For the Nagpals, a division of labour helps keep the epic lineups outside their trailer moving steadily. As Saroj supervises serving meals, Ashwani trains and supervises food preparation. “He trains all the chefs and cooks, and then he walks around,” says Saroj.

While there isn’t much opportunity for the Nagpals to hear much music, one year did produce a pleasant surprise: an Indian band.

“They were here from Rajistan, from India,” says Ashwani. “They were playing right in front of our booth when it was the opening ceremony and we just know that because my wife studied in Rajistan.

“We look after them,” he adds, “because when they’re from the same country … and you meet them in a country far away (from home), you feel so good.””
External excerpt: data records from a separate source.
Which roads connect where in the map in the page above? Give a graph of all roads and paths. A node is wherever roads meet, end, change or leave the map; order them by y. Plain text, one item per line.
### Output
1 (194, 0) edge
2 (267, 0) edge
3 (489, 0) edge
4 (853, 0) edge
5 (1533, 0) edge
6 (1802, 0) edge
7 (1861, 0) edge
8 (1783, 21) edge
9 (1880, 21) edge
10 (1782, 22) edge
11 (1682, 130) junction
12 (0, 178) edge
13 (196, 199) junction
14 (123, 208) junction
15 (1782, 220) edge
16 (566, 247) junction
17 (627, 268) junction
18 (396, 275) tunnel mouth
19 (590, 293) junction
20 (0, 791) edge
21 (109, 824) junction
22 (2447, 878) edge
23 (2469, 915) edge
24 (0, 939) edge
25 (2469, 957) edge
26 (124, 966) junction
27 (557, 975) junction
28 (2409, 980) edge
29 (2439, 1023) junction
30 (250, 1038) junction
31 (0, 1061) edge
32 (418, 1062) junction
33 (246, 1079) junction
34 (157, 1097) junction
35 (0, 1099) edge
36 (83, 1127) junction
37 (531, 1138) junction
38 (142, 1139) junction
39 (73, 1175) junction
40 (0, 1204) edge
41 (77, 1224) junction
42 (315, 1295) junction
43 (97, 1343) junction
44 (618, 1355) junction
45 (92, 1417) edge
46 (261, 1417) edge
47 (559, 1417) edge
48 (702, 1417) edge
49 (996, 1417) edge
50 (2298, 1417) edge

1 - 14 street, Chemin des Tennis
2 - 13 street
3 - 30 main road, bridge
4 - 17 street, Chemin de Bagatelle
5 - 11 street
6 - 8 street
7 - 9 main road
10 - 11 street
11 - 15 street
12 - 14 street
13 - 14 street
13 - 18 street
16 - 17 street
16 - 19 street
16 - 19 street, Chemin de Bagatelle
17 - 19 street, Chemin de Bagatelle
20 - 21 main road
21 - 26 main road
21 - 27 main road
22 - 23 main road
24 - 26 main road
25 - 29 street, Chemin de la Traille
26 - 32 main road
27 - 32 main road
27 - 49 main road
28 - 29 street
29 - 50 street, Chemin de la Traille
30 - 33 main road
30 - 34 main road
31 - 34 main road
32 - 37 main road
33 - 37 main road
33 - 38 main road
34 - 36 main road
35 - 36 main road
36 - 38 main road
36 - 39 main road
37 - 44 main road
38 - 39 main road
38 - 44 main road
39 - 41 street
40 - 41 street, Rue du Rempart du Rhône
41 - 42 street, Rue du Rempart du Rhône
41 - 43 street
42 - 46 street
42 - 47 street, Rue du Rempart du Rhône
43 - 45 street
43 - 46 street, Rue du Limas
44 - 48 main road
I enjoyed my ritual of a lemonade slushie during the heat of the afternoon and then later,  I drank a beer with a former student in the beer gardens, sharing stories and lots of laughs.  Much like squatters,  my daughters and I spread our tarp on a piece of property and, this year, had only one occasion of racing to cover up our ‘stuff’ because of a quick thunder storm that blew through.  The folk festival ‘fashions’, the hula hoops, the  beach balls and location markers, two-dollar plate rentals…these are all part of the crazy ambience that IS Calgary Folk Festival.  It is a wonderful time!

The C-Train’s rocking movement lulled most of its riders to a quiet hush as we headed south and away from Prince’s Island for another year.  Another successful folk fest!
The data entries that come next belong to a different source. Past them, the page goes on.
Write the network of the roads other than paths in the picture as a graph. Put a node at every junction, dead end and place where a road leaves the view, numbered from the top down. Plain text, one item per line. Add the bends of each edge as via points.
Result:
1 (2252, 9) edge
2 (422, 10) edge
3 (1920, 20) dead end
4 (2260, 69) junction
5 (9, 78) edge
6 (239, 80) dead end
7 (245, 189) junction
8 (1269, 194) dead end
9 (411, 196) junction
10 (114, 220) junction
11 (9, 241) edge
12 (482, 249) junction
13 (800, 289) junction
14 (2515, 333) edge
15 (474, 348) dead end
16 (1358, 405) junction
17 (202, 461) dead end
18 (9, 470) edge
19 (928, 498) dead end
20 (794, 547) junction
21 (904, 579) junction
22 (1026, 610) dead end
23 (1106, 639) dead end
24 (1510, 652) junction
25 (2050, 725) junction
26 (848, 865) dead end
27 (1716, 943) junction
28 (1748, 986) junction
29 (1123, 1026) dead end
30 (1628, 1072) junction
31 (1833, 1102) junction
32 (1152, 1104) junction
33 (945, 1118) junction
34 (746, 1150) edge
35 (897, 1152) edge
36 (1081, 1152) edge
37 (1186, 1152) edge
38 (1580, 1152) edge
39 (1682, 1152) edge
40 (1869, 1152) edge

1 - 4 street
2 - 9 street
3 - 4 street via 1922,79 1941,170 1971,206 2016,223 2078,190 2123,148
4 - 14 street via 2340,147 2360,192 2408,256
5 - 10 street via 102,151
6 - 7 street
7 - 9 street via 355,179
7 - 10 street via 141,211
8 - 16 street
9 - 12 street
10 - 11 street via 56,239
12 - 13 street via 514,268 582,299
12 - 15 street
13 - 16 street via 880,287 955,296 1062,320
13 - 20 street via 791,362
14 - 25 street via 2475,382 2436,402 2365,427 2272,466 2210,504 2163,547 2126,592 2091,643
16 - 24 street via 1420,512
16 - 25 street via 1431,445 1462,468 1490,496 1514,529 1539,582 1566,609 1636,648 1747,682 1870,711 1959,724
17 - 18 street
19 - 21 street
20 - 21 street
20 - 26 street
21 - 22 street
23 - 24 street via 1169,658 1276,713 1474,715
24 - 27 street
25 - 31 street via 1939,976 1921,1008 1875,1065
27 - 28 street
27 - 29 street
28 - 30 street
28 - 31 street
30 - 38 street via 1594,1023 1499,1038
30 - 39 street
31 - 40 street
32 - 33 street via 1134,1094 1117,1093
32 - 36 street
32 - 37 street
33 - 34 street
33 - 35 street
3 thoughts on “The Better Part of the Afternoon

    • Mr. Clinock, you are just so wonderful…how you support my blog when I am just back here, in my corner…not really talking to anybody! You rock! And sheesh…I can only imagine what the Vancouver folk festival has to offer! Glad that you appreciate Mr. Mangan’s work as much as I do! It’s raining here and I’m going off to the mountains for a hike…crazy girl! Time to go cut some cheese and pack some blueberries! Have a beautiful day!
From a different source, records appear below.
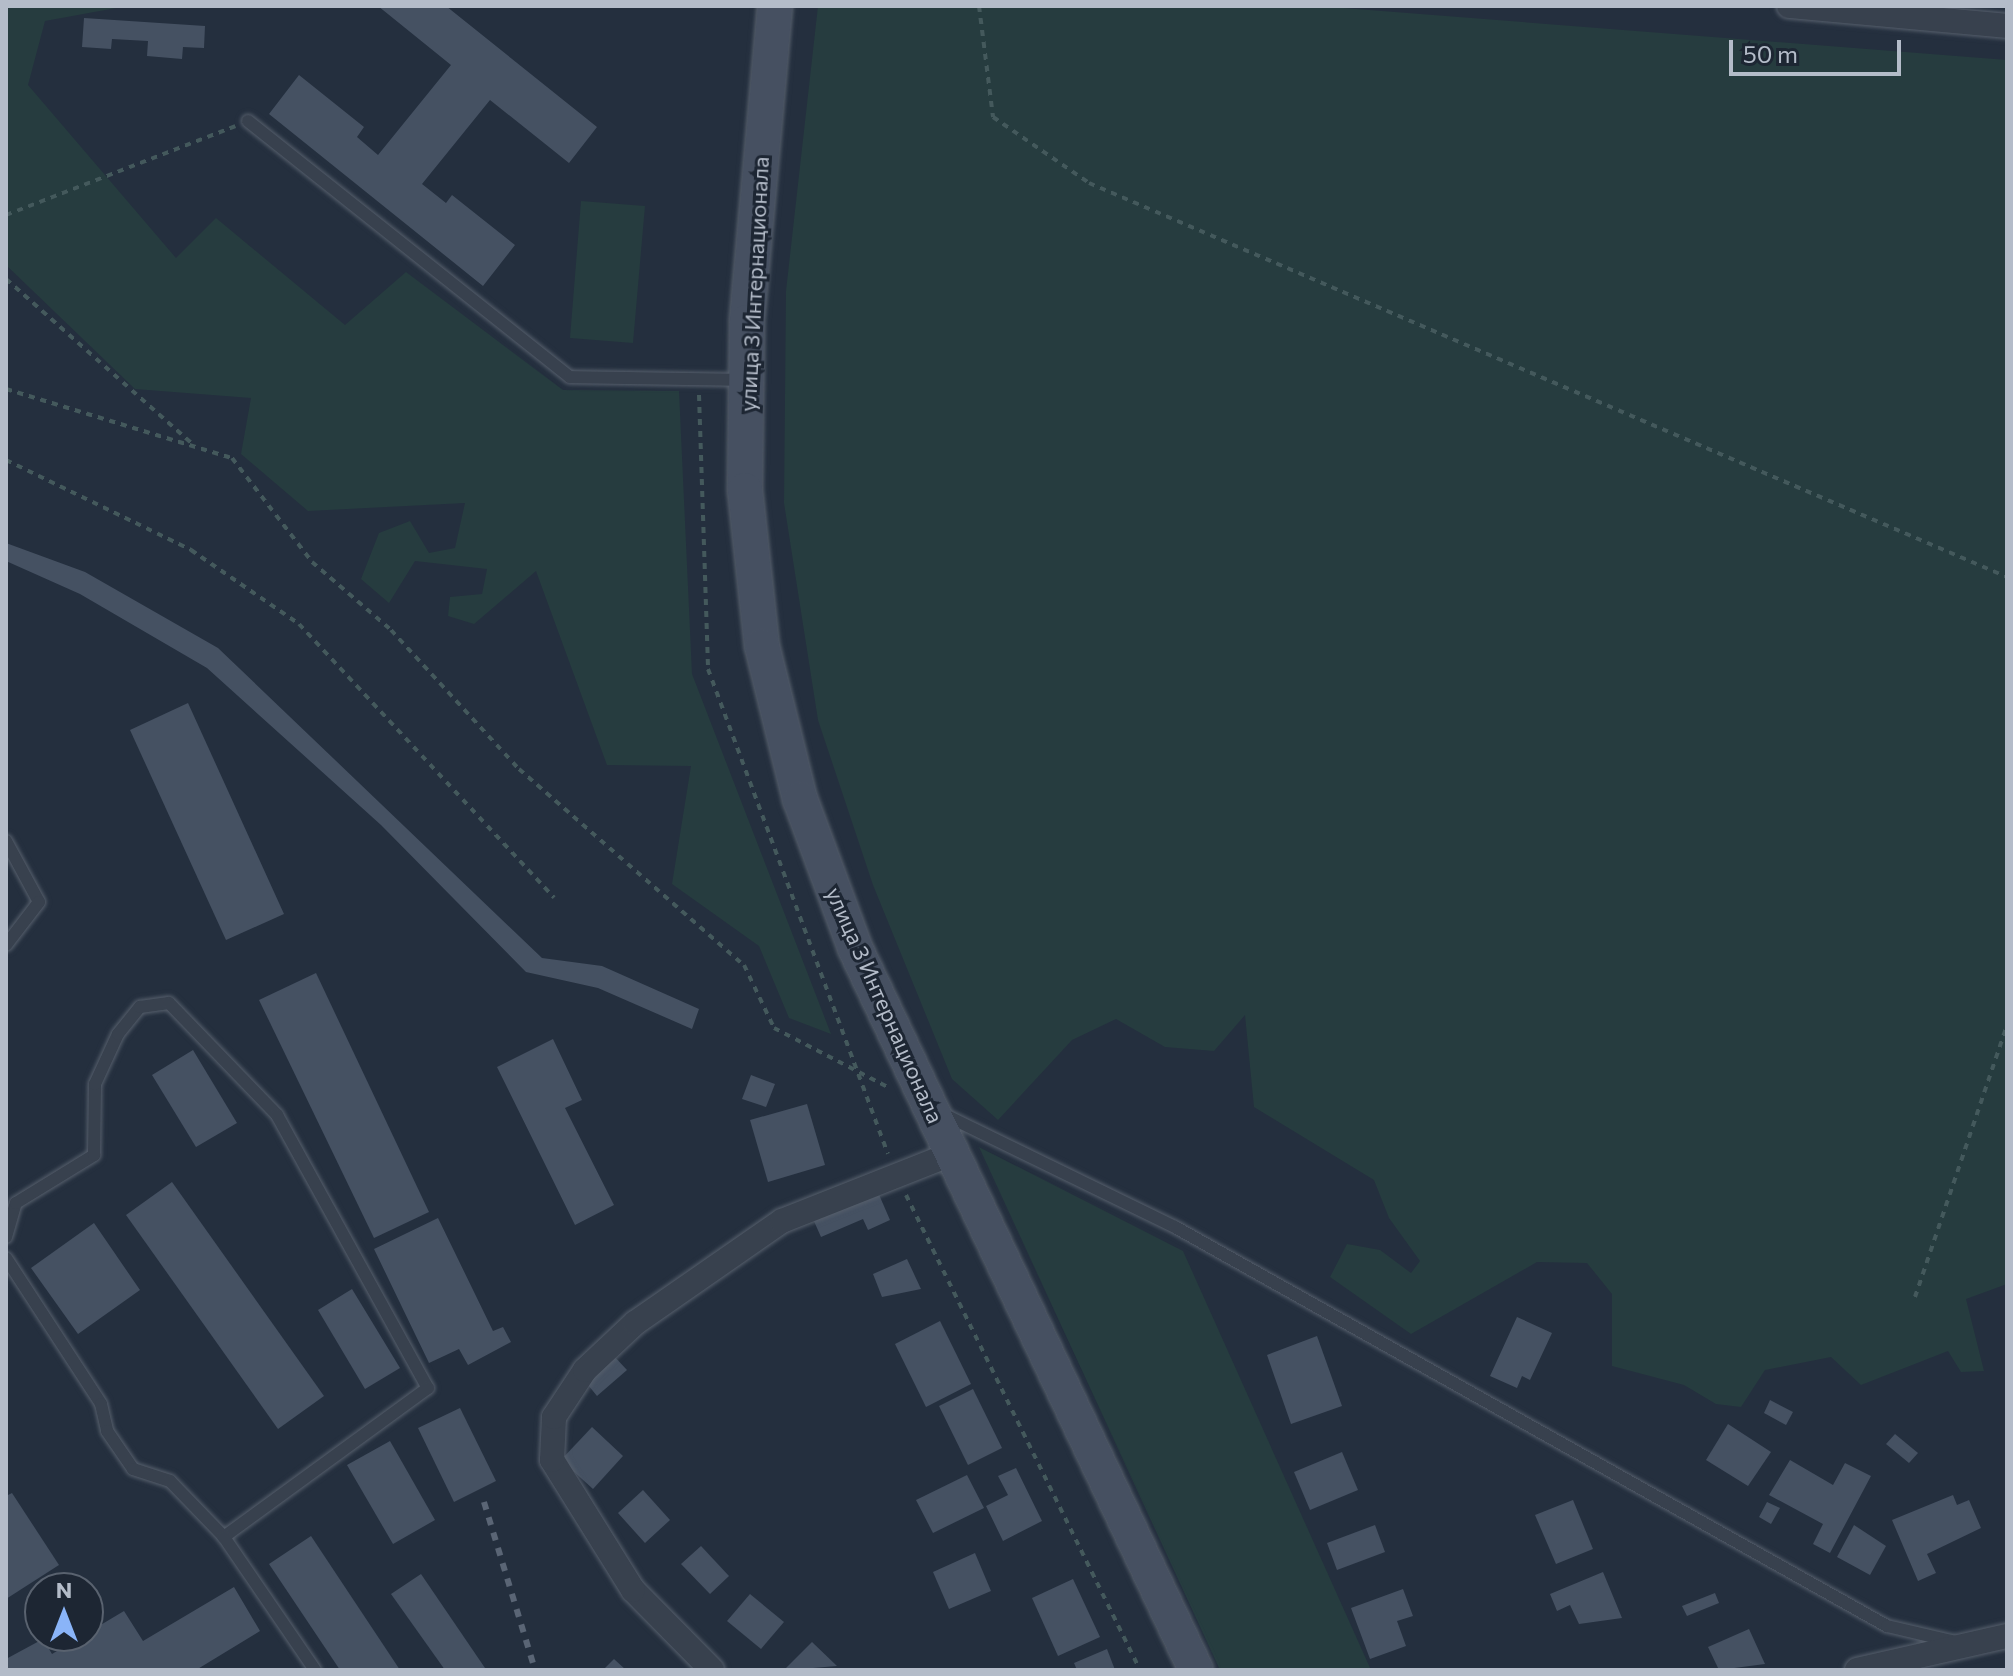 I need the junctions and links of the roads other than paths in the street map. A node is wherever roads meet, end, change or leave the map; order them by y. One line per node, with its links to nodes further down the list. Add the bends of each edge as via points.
1 (775, 6): 5 (main road, улица 3 Интернационала)
2 (1789, 6): 3 (street)
3 (2007, 26)
4 (248, 121): 5 (lane, via 570,377)
5 (747, 380): 8 (main road, улица 3 Интернационала, via 745,490 762,646 800,799 855,948)
6 (6, 841): 7 (lane, via 39,902)
7 (6, 945)
8 (930, 1108): 9 (main road, улица 3 Интернационала); 14 (lane, via 1175,1227 1887,1626)
9 (951, 1154): 16 (street, via 782,1221 635,1323 585,1370 554,1417 552,1460 633,1590); 17 (main road, улица 3 Интернационала)
10 (6, 1237): 12 (lane, via 16,1203 94,1155 95,1084 118,1034 140,1007 169,1003 277,1115 428,1388)
11 (6, 1258): 12 (lane, via 101,1404 107,1431 133,1469 170,1481)
12 (224, 1537): 15 (lane)
13 (2007, 1636): 14 (street)
14 (1963, 1644): 18 (street)
15 (315, 1670)
16 (712, 1670)
17 (1196, 1670)
18 (1857, 1670)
      • We should be on first name terms by now don’t you think? “Mr. Clinock” reminds me too much of my teaching days, although most of the adolescent dears called me Clinock (cheeky but I loved ’em all). For a delightful change it is NOT raining here in Vancouver but our mountains are a little too far for me to follow your lead, however tempting. Hope it was a good hike and thank you for your comment – I enjoy your blog so much…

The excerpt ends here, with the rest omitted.